Where the Braves might move for spring training in 2018 if the lease isn’t extended remains up in the air. Schuerholz said the organization isn’t in negotiations about a specific location.

“We are fact-finding who is interested and who is seriously interested and who is willing to provide the support required to have a major-league team come to their community,” Schuerholz said.

Names of some possible destinations have trickled out.

John Webb, president of the Florida Sports Foundation, which works to keep spring-training camps in the state, said he heard the Braves had “a meeting or two” about a possible site near the southwest Florida city of Venice. “I (also) heard Naples, heard Fort Myers, heard five, six places they’ve probably had dialogue with,” Webb said.

Venice Mayor John Holic told the AJC on Friday that neither he nor, to his knowledge, anyone else in the city’s government has spoken with the Braves about the idea.

“It’s something that if it were real, I’d be happy to talk with them about,” Holic said. “But I don’t think I’m going to view it as a real possibility until there is at least an opening communication.

“We’ve got room for it, sure.
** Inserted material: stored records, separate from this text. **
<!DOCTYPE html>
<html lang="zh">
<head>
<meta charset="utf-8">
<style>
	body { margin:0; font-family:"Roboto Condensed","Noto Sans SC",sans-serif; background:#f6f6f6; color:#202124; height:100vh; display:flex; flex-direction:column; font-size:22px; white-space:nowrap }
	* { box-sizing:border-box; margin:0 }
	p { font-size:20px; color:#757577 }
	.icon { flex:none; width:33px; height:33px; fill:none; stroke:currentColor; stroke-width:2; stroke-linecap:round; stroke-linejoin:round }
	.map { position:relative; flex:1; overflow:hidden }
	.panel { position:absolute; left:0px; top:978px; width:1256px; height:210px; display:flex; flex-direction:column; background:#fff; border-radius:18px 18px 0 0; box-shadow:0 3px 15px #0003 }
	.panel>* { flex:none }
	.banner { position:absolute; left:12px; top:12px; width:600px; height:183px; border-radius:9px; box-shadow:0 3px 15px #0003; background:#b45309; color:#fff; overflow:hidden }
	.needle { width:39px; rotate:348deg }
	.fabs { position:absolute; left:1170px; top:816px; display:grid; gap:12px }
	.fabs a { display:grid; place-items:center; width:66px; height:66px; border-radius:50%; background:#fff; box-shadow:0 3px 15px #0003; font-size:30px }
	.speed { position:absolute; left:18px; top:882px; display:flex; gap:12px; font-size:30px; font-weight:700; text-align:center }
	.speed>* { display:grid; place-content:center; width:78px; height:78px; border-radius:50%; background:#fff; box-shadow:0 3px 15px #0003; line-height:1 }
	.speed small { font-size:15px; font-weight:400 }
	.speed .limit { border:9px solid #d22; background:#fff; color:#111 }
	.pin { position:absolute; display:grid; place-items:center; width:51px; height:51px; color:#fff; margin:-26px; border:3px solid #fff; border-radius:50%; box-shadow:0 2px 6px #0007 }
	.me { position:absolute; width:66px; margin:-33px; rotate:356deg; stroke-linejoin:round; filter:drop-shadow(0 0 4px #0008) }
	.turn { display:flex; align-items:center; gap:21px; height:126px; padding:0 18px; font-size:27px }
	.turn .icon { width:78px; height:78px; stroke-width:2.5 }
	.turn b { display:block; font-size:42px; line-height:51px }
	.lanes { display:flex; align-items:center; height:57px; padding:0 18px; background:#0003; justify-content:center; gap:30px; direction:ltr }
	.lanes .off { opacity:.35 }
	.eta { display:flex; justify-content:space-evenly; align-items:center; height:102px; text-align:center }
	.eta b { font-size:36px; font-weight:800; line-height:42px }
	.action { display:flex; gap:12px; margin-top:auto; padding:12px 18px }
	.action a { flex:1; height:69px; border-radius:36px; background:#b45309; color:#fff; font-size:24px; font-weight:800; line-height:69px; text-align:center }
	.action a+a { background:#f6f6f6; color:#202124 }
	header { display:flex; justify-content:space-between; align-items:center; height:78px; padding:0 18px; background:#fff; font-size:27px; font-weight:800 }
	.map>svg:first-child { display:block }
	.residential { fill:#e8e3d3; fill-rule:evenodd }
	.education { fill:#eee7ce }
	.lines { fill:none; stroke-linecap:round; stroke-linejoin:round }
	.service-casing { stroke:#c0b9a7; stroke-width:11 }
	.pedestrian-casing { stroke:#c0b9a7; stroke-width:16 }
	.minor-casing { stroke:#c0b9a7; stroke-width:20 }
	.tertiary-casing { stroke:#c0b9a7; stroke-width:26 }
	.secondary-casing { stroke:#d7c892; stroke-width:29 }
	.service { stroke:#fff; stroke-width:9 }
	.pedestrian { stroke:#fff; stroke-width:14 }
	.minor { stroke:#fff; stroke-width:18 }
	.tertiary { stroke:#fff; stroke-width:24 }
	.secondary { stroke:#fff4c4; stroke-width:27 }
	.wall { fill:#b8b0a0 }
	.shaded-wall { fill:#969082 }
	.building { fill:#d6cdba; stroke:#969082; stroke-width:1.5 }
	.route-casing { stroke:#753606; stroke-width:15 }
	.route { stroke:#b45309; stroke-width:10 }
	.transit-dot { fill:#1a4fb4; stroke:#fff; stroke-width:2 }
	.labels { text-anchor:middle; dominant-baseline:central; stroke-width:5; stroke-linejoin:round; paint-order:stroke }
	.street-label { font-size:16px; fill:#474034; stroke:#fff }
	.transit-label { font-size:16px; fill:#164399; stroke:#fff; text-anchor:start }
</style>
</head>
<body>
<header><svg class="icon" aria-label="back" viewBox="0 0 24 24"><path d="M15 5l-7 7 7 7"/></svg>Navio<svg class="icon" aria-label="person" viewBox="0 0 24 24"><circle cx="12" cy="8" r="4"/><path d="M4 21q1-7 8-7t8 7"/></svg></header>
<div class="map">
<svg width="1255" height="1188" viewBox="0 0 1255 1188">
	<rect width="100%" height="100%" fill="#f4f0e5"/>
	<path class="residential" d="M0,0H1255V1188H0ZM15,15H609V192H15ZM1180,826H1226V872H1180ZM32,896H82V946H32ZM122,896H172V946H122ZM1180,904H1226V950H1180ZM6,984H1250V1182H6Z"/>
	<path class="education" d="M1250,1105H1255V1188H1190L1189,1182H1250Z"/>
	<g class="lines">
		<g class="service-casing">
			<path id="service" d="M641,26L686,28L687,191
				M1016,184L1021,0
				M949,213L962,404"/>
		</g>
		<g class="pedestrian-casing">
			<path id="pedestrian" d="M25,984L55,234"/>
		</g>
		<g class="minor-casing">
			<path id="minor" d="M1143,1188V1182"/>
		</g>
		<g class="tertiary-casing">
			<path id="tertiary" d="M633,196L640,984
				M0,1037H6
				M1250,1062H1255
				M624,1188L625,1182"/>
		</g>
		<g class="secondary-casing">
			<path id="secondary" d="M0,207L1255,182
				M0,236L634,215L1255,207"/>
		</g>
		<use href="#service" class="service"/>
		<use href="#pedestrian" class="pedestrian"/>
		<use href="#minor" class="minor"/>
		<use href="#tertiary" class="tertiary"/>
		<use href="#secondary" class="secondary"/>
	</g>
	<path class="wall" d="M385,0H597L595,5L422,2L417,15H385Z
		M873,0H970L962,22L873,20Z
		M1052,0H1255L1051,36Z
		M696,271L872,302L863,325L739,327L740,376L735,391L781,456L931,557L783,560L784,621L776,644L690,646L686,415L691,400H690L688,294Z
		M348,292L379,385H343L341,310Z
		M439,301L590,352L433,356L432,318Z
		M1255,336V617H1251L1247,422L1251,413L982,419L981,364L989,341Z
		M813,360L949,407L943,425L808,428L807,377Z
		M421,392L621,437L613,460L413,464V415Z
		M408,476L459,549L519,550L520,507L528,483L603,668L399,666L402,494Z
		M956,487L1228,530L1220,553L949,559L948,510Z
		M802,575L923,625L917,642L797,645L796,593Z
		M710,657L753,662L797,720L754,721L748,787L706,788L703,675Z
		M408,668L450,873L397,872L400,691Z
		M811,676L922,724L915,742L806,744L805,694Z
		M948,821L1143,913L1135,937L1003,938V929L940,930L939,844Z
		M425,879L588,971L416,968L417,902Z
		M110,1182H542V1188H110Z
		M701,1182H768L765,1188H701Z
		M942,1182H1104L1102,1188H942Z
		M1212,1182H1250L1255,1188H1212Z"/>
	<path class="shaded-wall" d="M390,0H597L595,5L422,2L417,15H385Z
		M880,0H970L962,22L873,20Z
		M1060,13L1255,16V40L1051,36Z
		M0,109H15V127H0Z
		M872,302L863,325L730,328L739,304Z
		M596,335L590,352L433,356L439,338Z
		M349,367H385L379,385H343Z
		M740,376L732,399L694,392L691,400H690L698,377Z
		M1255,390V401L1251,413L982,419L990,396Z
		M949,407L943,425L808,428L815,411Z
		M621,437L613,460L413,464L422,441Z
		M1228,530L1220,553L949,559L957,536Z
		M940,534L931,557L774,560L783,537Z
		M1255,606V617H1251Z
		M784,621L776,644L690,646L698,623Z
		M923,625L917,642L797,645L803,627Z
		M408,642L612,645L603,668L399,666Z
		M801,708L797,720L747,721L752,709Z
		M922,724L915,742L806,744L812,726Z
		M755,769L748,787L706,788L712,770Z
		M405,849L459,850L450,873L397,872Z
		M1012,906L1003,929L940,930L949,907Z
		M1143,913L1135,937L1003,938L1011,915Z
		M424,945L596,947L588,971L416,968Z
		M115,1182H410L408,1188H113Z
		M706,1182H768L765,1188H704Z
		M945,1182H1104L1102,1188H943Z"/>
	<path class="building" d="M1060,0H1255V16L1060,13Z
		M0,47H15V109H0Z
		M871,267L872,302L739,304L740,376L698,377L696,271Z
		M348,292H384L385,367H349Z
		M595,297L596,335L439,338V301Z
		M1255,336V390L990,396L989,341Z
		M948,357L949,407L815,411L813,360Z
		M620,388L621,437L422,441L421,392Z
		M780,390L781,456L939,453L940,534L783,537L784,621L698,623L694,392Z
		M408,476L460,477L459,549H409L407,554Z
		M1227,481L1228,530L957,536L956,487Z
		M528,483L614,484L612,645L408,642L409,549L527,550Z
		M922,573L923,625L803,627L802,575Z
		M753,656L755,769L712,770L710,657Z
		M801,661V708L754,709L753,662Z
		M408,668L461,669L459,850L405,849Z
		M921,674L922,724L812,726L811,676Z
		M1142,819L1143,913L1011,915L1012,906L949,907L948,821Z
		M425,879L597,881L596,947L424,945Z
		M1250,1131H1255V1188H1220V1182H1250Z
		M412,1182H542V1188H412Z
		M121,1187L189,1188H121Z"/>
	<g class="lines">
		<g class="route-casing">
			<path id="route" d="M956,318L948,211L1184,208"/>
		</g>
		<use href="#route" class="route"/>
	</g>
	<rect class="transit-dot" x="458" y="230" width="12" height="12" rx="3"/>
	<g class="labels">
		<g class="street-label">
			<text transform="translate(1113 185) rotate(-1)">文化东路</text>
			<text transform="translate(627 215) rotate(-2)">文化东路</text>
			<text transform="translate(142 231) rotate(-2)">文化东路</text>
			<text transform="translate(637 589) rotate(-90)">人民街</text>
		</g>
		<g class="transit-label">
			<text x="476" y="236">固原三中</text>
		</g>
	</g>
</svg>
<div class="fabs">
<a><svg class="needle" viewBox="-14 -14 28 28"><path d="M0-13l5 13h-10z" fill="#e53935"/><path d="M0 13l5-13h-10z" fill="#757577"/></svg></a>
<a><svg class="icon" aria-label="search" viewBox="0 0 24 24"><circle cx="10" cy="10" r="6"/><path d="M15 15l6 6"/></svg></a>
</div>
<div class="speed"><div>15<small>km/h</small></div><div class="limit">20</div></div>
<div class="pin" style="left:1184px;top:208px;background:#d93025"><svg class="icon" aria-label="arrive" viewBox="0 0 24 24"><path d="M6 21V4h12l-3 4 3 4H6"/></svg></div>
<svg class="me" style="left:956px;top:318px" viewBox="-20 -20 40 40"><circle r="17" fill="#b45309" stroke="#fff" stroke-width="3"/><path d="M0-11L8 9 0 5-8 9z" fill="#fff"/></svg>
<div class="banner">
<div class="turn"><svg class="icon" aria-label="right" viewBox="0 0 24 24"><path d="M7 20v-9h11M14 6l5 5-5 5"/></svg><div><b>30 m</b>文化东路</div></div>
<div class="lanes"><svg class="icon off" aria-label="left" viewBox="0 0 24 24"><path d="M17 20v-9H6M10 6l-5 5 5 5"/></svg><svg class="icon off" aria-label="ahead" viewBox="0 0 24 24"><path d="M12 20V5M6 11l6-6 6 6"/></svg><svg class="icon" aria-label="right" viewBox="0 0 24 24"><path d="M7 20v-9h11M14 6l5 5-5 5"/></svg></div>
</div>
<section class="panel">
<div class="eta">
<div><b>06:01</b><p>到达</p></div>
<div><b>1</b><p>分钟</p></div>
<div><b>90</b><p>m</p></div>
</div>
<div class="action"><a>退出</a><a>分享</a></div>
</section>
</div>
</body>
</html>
We’ve got great places for it. But I’m viewing it more at this time as just a bargaining ploy with their negotiations.”

Holic added that perhaps the Braves could be interested in a particular large parcel of land that borders his city and has a Venice mailing address, but is outside the city limits in Sarasota County. He said the city hasn’t been informed by county officials of discussions with the Braves.

If the Braves move, considerable taxpayer dollars likely would be involved.

To compete with Arizona as a spring-training host, Florida has a state fund set up to partner with local governments on building or renovating stadiums.

Palm Beach County has pledged $108 million in public funds and the state another $50 million toward costs of building and financing the Astros’ and Nationals’ planned new facility, expected to open in 2017.

Webb’s preference is for the Braves and all Grapefruit League teams to stay in their current spring-training locations. But if they move, his goal is to keep them from going to Arizona. Six MLB teams have moved their spring homes from Florida to Arizona since 1998, and each state now hosts 15 teams.

Schuerholz said unequivocally that the Braves won’t consider Arizona.

He didn’t rule out the possibility of a new lease with Disney.

Some of the team’s behind-the-scenes facilities there, such as the clubhouse, weight room and training room, have fallen far behind newer spring-training stadiums. Although those issues potentially could be addressed with an expensive renovation as part of a new lease, the continuing migration of other teams out of central Florida is a bigger hurdle.

“We haven’t had a chance to discuss with Disney what the future might hold,” Schuerholz said. “But the challenge for both of us in that regard is there will be very few teams near there for us to play … one.

“We are not far enough into this process to eliminate anything or to suggest we have a definite answer. We don’t. We’re looking to prepare ourselves for the eventuality that when our lease expires in a couple of years we may have to have another facility.”

He said the Braves would want to be among a cluster of other teams: “West coast (of Florida), east coast, it doesn’t matter — wherever there is a pod of teams so that we are closer to our opposition. … That’s the great equation for us: Spend more time on the field and less time on the bus.”

The teams currently most convenient for the Braves to play in exhibition games are the Astros, who train in Kissimmee, less than 15 miles from Lake Buena Vista; the Tigers, whose Lakeland base is about 40 miles away; and the Nationals, about 60 miles away in Viera. When the Astros and Nationals move, the Tigers will be the Braves’ only opponent within 70 miles of Disney.

At that point, five teams will be based on Florida’s east coast (including four in Palm Beach County, which the Braves left to move to Disney) and eight on the state’s west coast (three in the Tampa Bay area and the others farther south, including two in Fort Myers).

Schuerholz said the Braves aren’t yet under pressure to make a decision, contending that spring-training stadiums can be built in slightly over a year.

Webb said the Braves probably would need to have a deal done by next spring if they want to move in 2018, allowing time for zoning issues and other matters before construction.

Asked if he gets the sense that an option for a new spring home will be found, Schuerholz said: “I get a sense that I’m hopeful that that will happen, yeah.”

Webb said he suspects there are “probably opportunities out there,” but he noted the costs have grown and must be carefully balanced.

“Ideally the state would like a team to find a home and be there 75 years, like the Tigers in Lakeland,” Webb said. “The economics seem not to work like that.”